What is expected:
Among the entries beneath this sentence, how many lines include the word "Γκέρτσου"? Only the number is wanted.
Segment Start: The input
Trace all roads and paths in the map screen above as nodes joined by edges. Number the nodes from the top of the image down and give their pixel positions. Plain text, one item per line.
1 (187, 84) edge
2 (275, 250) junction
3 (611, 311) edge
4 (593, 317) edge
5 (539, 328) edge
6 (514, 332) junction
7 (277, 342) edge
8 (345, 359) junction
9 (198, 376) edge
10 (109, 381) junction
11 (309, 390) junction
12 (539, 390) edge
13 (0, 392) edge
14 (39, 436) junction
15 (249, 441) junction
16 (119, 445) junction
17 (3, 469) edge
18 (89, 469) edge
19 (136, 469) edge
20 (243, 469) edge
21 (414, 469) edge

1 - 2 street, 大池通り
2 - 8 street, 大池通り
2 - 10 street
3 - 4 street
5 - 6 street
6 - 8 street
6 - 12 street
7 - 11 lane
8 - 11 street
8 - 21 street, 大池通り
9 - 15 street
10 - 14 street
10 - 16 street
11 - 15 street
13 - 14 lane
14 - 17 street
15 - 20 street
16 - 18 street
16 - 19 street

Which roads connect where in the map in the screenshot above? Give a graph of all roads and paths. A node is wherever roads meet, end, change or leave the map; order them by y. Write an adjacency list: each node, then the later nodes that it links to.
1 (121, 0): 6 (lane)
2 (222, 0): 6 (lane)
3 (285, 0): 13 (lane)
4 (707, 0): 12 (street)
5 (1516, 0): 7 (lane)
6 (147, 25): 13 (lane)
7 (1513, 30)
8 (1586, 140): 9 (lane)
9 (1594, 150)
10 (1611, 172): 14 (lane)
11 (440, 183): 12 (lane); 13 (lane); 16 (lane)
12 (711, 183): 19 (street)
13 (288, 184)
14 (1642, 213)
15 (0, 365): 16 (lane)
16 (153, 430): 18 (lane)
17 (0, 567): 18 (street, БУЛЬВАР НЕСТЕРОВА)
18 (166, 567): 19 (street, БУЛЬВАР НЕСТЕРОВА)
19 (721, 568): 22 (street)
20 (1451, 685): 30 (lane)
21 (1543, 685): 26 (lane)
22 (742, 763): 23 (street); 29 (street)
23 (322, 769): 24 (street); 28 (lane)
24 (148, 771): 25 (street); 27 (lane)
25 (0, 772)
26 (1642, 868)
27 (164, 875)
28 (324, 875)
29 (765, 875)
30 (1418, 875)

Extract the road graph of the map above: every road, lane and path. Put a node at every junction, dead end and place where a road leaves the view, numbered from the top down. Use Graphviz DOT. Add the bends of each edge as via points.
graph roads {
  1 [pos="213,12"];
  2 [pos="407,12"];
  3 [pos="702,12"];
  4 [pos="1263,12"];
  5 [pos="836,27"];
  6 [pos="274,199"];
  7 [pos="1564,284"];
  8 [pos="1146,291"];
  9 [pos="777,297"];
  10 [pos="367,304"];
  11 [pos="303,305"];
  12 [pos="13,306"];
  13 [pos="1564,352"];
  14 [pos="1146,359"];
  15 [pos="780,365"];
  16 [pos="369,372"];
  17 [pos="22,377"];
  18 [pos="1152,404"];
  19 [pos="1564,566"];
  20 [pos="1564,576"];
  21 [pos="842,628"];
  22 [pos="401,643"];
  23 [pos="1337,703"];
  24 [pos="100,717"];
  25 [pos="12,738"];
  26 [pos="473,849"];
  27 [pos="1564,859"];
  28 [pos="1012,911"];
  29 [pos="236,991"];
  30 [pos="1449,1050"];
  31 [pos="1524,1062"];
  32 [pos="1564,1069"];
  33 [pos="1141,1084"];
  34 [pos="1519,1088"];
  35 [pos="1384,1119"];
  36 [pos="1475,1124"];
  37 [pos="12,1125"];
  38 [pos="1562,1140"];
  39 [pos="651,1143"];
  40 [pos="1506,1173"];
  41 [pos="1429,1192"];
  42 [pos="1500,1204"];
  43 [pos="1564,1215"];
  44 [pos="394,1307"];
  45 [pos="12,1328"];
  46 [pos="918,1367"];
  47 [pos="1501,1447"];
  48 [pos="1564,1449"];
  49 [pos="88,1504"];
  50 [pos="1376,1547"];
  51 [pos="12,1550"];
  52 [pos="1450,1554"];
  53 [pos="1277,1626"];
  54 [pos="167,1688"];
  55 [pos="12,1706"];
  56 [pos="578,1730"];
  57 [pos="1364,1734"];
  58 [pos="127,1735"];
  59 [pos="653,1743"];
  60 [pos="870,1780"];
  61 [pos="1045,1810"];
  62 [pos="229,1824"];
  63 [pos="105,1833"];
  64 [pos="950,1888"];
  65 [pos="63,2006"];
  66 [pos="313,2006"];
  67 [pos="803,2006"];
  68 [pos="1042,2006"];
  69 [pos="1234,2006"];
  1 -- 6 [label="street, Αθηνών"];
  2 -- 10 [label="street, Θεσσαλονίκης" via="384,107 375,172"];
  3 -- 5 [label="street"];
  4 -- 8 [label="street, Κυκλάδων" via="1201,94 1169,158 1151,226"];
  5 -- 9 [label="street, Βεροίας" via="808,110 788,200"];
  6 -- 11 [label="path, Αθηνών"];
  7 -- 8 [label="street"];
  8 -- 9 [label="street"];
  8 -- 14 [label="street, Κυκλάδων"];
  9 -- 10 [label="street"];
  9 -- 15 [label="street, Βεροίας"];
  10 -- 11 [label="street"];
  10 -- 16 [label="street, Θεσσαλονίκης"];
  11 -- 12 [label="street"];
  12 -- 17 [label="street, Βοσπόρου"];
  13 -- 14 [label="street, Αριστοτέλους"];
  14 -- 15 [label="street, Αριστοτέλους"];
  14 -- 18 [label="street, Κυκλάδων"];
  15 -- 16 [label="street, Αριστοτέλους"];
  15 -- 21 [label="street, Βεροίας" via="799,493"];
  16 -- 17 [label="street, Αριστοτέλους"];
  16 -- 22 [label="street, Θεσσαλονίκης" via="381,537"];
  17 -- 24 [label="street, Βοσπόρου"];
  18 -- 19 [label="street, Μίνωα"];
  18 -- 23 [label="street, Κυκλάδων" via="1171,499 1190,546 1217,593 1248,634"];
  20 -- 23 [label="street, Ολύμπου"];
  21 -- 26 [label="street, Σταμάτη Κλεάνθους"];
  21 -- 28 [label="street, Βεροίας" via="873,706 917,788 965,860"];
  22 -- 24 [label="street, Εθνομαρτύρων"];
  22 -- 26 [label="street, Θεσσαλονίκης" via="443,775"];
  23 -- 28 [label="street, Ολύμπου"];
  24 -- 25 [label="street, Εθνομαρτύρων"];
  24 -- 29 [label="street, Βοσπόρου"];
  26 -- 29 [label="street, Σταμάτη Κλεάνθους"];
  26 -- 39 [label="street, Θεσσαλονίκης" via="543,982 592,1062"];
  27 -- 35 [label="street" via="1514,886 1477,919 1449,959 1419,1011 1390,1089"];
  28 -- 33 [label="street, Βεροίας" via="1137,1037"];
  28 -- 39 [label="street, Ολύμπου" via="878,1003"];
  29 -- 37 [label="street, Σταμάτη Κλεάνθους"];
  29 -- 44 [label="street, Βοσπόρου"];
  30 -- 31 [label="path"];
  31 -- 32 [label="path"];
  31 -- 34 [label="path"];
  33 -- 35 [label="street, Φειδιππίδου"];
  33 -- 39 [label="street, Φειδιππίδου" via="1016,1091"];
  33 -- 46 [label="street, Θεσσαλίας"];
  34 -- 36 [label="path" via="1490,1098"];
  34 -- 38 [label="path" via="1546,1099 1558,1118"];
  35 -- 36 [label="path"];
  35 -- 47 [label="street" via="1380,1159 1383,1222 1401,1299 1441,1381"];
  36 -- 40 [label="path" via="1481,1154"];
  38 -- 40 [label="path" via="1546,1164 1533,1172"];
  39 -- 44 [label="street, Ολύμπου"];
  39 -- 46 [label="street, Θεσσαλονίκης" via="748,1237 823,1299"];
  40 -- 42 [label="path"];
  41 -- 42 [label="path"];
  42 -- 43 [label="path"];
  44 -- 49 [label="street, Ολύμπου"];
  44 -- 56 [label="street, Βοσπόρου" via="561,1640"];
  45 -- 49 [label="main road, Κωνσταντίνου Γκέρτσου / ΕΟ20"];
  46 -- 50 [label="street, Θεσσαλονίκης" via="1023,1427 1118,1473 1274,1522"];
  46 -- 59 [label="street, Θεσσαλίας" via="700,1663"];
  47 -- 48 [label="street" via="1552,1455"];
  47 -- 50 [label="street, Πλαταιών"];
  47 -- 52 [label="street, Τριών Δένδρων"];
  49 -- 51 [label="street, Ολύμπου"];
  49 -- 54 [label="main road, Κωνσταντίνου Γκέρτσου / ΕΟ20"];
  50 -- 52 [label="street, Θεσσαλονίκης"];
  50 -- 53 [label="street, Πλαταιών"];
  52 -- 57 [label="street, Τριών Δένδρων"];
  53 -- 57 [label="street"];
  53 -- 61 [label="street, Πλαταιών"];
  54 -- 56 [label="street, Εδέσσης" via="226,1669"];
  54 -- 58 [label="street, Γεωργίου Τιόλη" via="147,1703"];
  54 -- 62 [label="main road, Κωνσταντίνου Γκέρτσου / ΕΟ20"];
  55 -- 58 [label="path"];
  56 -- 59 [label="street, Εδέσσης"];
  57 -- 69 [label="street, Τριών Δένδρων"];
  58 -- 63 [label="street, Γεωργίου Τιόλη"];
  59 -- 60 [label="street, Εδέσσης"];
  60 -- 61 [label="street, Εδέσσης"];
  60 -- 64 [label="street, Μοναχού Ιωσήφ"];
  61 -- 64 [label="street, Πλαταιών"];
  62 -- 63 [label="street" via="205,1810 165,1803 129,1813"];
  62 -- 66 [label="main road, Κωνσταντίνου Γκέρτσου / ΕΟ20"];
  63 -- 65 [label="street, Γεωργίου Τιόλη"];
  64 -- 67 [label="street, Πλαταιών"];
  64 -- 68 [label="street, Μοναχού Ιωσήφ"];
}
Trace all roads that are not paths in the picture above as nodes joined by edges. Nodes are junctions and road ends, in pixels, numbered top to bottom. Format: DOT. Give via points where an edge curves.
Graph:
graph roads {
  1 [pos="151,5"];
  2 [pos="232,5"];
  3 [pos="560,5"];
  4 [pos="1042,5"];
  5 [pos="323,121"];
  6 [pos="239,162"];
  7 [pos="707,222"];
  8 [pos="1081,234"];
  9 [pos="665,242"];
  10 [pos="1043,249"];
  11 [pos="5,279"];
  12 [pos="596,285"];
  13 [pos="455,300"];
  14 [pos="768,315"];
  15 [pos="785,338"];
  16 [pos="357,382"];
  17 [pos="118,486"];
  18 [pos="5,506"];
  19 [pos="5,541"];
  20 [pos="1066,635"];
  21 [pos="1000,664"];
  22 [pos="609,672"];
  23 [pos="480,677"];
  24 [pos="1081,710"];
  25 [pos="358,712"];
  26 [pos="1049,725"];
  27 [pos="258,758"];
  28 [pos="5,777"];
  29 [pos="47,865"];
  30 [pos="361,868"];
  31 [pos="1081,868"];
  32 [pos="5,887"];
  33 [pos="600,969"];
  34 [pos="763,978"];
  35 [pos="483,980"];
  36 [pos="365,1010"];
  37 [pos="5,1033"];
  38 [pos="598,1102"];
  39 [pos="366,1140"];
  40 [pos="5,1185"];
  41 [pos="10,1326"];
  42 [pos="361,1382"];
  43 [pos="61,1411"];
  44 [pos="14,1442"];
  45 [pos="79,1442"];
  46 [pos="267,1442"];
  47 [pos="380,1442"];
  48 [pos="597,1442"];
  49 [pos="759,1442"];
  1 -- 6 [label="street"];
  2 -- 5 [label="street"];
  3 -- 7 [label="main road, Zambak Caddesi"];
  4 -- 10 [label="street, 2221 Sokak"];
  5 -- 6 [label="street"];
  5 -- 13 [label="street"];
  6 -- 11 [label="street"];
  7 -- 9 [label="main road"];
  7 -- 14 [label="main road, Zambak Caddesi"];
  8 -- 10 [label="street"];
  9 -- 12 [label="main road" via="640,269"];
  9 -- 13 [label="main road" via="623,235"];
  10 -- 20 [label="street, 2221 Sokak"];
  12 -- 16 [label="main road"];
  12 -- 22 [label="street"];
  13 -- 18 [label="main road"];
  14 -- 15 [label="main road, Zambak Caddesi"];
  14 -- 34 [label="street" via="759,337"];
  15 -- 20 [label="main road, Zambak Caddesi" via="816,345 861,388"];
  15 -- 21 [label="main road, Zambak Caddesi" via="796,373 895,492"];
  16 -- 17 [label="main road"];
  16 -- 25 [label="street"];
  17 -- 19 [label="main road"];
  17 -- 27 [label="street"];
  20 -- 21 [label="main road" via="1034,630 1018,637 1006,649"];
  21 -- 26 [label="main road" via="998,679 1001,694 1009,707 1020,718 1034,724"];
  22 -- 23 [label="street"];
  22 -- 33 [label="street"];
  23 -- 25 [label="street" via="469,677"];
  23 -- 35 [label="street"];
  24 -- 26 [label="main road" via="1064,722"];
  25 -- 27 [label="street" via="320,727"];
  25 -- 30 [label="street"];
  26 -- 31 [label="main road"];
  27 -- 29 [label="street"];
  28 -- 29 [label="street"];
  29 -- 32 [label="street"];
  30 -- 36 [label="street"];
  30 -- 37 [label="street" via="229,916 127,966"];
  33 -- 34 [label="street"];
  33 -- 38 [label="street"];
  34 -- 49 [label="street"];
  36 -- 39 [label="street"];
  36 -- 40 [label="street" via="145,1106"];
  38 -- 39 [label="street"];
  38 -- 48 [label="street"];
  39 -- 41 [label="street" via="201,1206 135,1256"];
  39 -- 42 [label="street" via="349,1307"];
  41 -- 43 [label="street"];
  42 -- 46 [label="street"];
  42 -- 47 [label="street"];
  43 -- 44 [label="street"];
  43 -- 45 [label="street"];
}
Segment End: The input
Your response:
4